Additional context I met this issue when quantizing Meta-Llama-3.1-405B-Instruct but I'm sure there's no need to use such a large model to reproduce it.

fengyang95 commented 2 months ago

model = SparseAutoModelForCausalLM.from_pretrained( model_id, device_map="auto", )

It seems that you did not pass the correct device_map here.
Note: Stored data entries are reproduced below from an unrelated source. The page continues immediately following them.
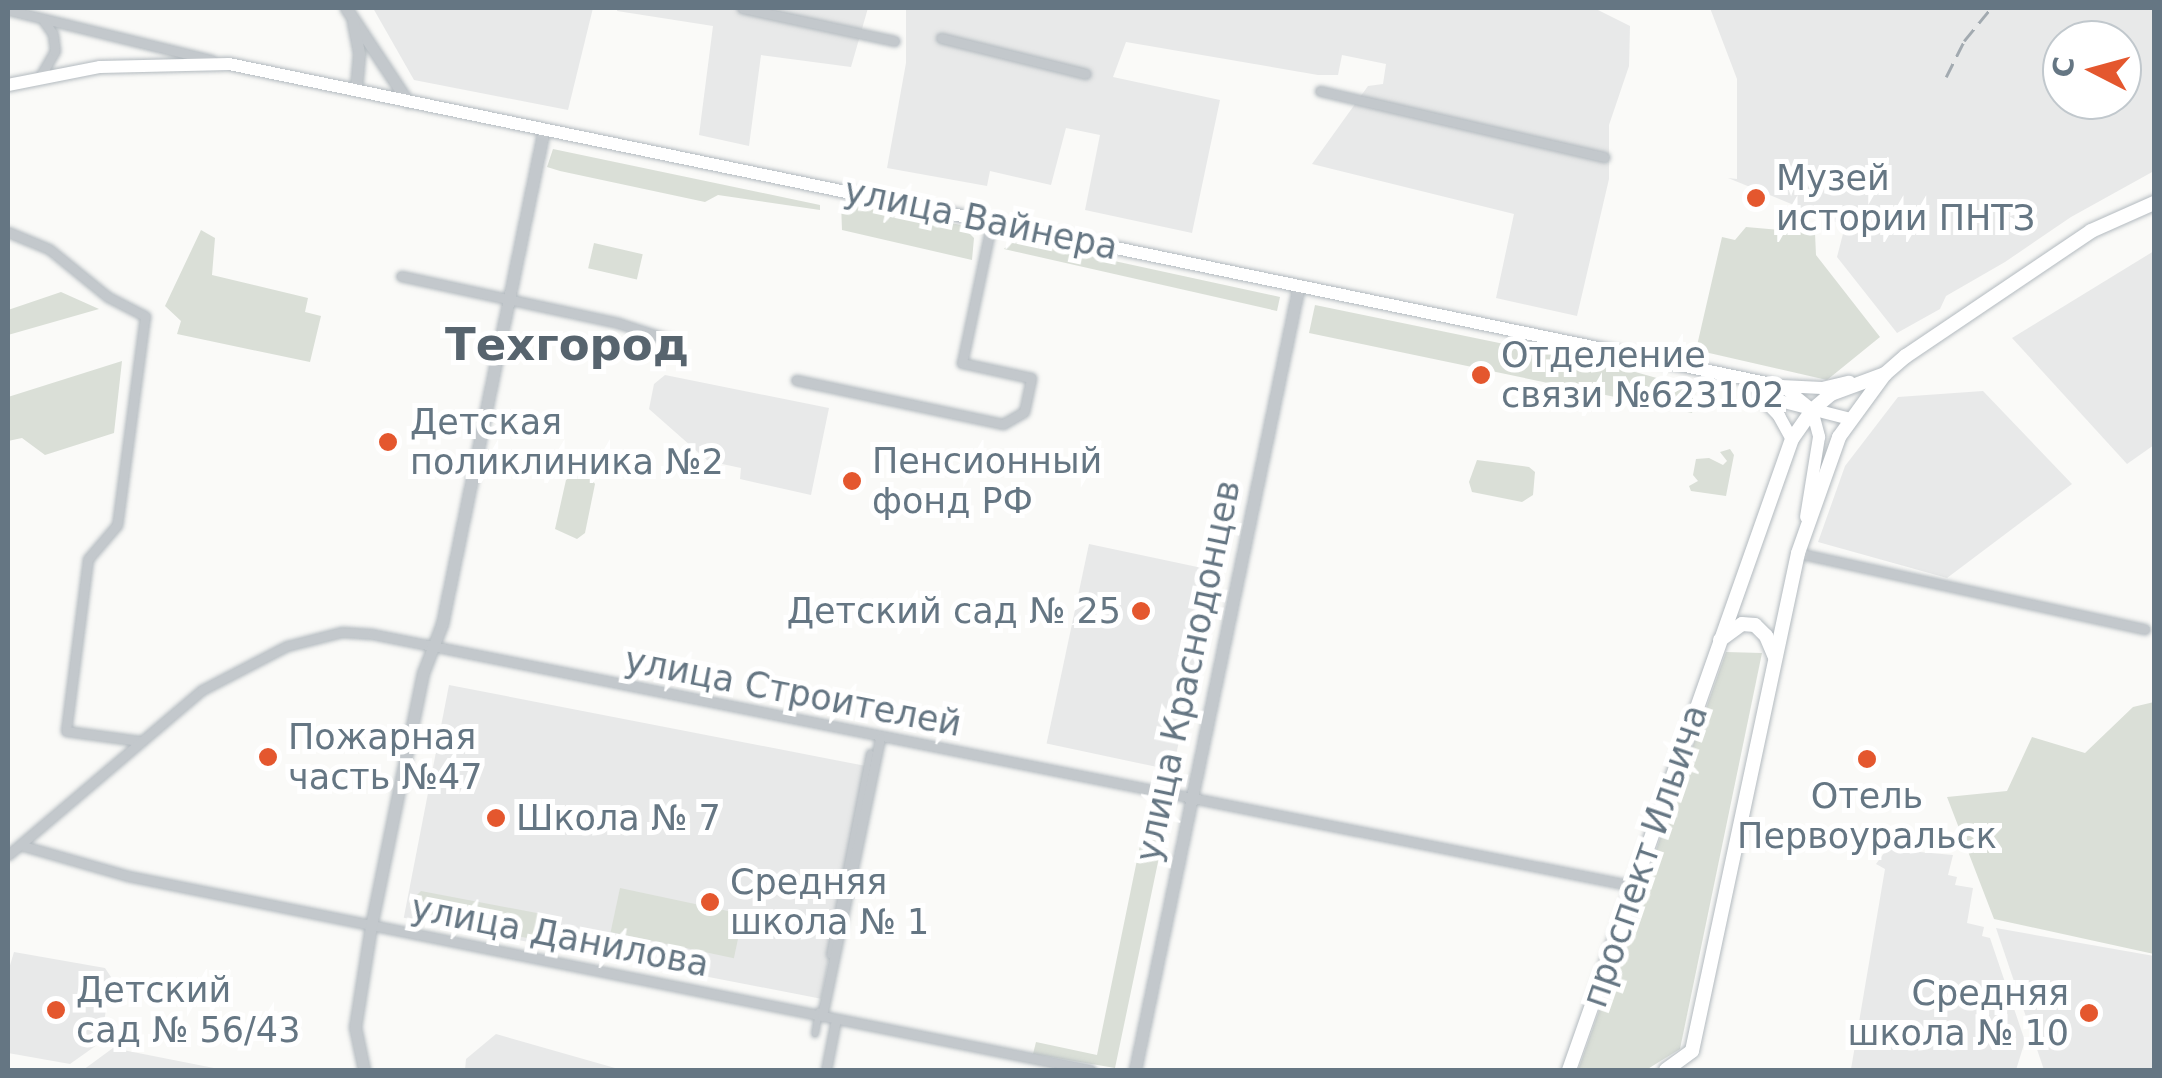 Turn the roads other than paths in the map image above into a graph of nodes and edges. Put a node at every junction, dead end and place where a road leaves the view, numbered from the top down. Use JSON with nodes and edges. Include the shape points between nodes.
{"nodes":[{"id":1,"x":742,"y":8,"type":"edge"},
{"id":2,"x":8,"y":10,"type":"edge"},
{"id":3,"x":349,"y":12,"type":"edge"},
{"id":4,"x":44,"y":21,"type":"junction"},
{"id":5,"x":942,"y":38,"type":"dead end"},
{"id":6,"x":894,"y":41,"type":"dead end"},
{"id":7,"x":229,"y":64,"type":"junction"},
{"id":8,"x":1086,"y":74,"type":"dead end"},
{"id":9,"x":40,"y":76,"type":"junction"},
{"id":10,"x":8,"y":85,"type":"edge"},
{"id":11,"x":356,"y":90,"type":"junction"},
{"id":12,"x":1320,"y":92,"type":"dead end"},
{"id":13,"x":408,"y":102,"type":"junction"},
{"id":14,"x":544,"y":129,"type":"junction"},
{"id":15,"x":1604,"y":157,"type":"dead end"},
{"id":16,"x":2154,"y":203,"type":"edge"},
{"id":17,"x":992,"y":220,"type":"junction"},
{"id":18,"x":8,"y":232,"type":"edge"},
{"id":19,"x":401,"y":276,"type":"dead end"},
{"id":20,"x":1299,"y":285,"type":"junction"},
{"id":21,"x":509,"y":300,"type":"junction"},
{"id":22,"x":670,"y":340,"type":"dead end"},
{"id":23,"x":1732,"y":374,"type":"junction"},
{"id":24,"x":1886,"y":374,"type":"junction"},
{"id":25,"x":796,"y":380,"type":"dead end"},
{"id":26,"x":1747,"y":383,"type":"junction"},
{"id":27,"x":1781,"y":386,"type":"junction"},
{"id":28,"x":1812,"y":410,"type":"junction"},
{"id":29,"x":1850,"y":419,"type":"junction"},
{"id":30,"x":1792,"y":439,"type":"junction"},
{"id":31,"x":1800,"y":546,"type":"junction"},
{"id":32,"x":2150,"y":630,"type":"edge"},
{"id":33,"x":1719,"y":641,"type":"junction"},
{"id":34,"x":432,"y":646,"type":"junction"},
{"id":35,"x":1775,"y":658,"type":"junction"},
{"id":36,"x":880,"y":738,"type":"junction"},
{"id":37,"x":139,"y":741,"type":"junction"},
{"id":38,"x":870,"y":753,"type":"dead end"},
{"id":39,"x":1189,"y":798,"type":"junction"},
{"id":40,"x":20,"y":845,"type":"junction"},
{"id":41,"x":8,"y":856,"type":"edge"},
{"id":42,"x":1633,"y":886,"type":"junction"},
{"id":43,"x":371,"y":926,"type":"junction"},
{"id":44,"x":820,"y":1016,"type":"junction"},
{"id":45,"x":836,"y":1019,"type":"junction"},
{"id":46,"x":815,"y":1034,"type":"dead end"},
{"id":47,"x":1692,"y":1051,"type":"junction"},
{"id":48,"x":364,"y":1070,"type":"edge"},
{"id":49,"x":826,"y":1070,"type":"edge"},
{"id":50,"x":1091,"y":1070,"type":"edge"},
{"id":51,"x":1135,"y":1070,"type":"edge"},
{"id":52,"x":1569,"y":1070,"type":"edge"},
{"id":53,"x":1666,"y":1070,"type":"edge"},
{"id":54,"x":1686,"y":1070,"type":"edge"}],
"edges":[{"from":1,"to":6,"type":"street"},
{"from":2,"to":4,"type":"street","name":"улица Вайнера"},
{"from":3,"to":11,"type":"street","via":[[359,54]]},
{"from":3,"to":13,"type":"street"},
{"from":4,"to":7,"type":"street","name":"улица Вайнера"},
{"from":4,"to":9,"type":"street","via":[[55,51]]},
{"from":5,"to":8,"type":"street"},
{"from":7,"to":9,"type":"main road","name":"улица Вайнера","via":[[100,66]]},
{"from":7,"to":11,"type":"main road","name":"улица Вайнера"},
{"from":9,"to":10,"type":"main road","name":"улица Вайнера"},
{"from":11,"to":13,"type":"main road","name":"улица Вайнера"},
{"from":12,"to":15,"type":"street"},
{"from":13,"to":14,"type":"main road","name":"улица Вайнера"},
{"from":14,"to":17,"type":"main road","name":"улица Вайнера"},
{"from":14,"to":21,"type":"street"},
{"from":16,"to":24,"type":"main road","via":[[2091,232],[2004,286]]},
{"from":17,"to":20,"type":"main road","name":"улица Вайнера"},
{"from":17,"to":25,"type":"street","via":[[962,364],[1031,378],[1024,412],[1003,424]]},
{"from":18,"to":37,"type":"street","via":[[49,249],[108,297],[145,316],[117,525],[88,559],[66,731]]},
{"from":19,"to":21,"type":"street"},
{"from":20,"to":23,"type":"main road","name":"улица Вайнера"},
{"from":20,"to":39,"type":"street","name":"улица Краснодонцев"},
{"from":21,"to":22,"type":"street"},
{"from":21,"to":34,"type":"street"},
{"from":23,"to":26,"type":"main road","name":"улица Вайнера"},
{"from":23,"to":27,"type":"main road","name":"улица Вайнера"},
{"from":24,"to":27,"type":"main road","name":"улица Вайнера","via":[[1822,388]]},
{"from":24,"to":28,"type":"main road","name":"проспект Ильича","via":[[1838,390]]},
{"from":24,"to":29,"type":"main road","name":"проспект Ильича"},
{"from":26,"to":28,"type":"main road","name":"улица Вайнера"},
{"from":26,"to":30,"type":"main road"},
{"from":27,"to":28,"type":"main road"},
{"from":28,"to":29,"type":"main road","name":"улица Вайнера"},
{"from":28,"to":30,"type":"main road","name":"проспект Ильича"},
{"from":28,"to":31,"type":"main road","name":"проспект Ильича","via":[[1820,437]]},
{"from":29,"to":31,"type":"main road","name":"проспект Ильича"},
{"from":30,"to":33,"type":"main road","name":"проспект Ильича"},
{"from":31,"to":32,"type":"street"},
{"from":31,"to":35,"type":"main road","name":"проспект Ильича"},
{"from":33,"to":35,"type":"main road","via":[[1742,624],[1755,625]]},
{"from":33,"to":42,"type":"main road","name":"проспект Ильича"},
{"from":34,"to":36,"type":"street","name":"улица Строителей"},
{"from":34,"to":37,"type":"street","name":"улица Строителей","via":[[342,632],[311,638],[202,690]]},
{"from":34,"to":43,"type":"street"},
{"from":35,"to":47,"type":"main road","name":"проспект Ильича"},
{"from":36,"to":39,"type":"street","name":"улица Строителей"},
{"from":36,"to":44,"type":"street"},
{"from":37,"to":40,"type":"street","name":"улица Строителей"},
{"from":38,"to":44,"type":"street"},
{"from":39,"to":42,"type":"street","name":"улица Строителей"},
{"from":39,"to":51,"type":"street","name":"улица Краснодонцев"},
{"from":40,"to":41,"type":"street","name":"улица Строителей"},
{"from":40,"to":43,"type":"street","name":"улица Данилова","via":[[128,876]]},
{"from":42,"to":52,"type":"main road","name":"проспект Ильича"},
{"from":43,"to":44,"type":"street","name":"улица Данилова"},
{"from":43,"to":48,"type":"street","via":[[355,1027]]},
{"from":44,"to":45,"type":"street","name":"улица Данилова"},
{"from":44,"to":46,"type":"street"},
{"from":45,"to":49,"type":"street"},
{"from":45,"to":50,"type":"street","name":"улица Данилова"},
{"from":47,"to":53,"type":"main road"},
{"from":47,"to":54,"type":"main road","name":"проспект Ильича"}]}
device_map = custom_offload_device_map(
  model_id, 
  max_memory_per_gpu=max_memory_per_gpu,
  num_gpus=num_gpus, 
  torch_dtype="auto",
)
model = SparseAutoModelForCausalLM.from_pretrained(
  model_id,
  device_map=device_map,
)
markurtz commented 2 weeks ago

Closing this out due to lack of activity. Please reopen if you are still hitting the issue!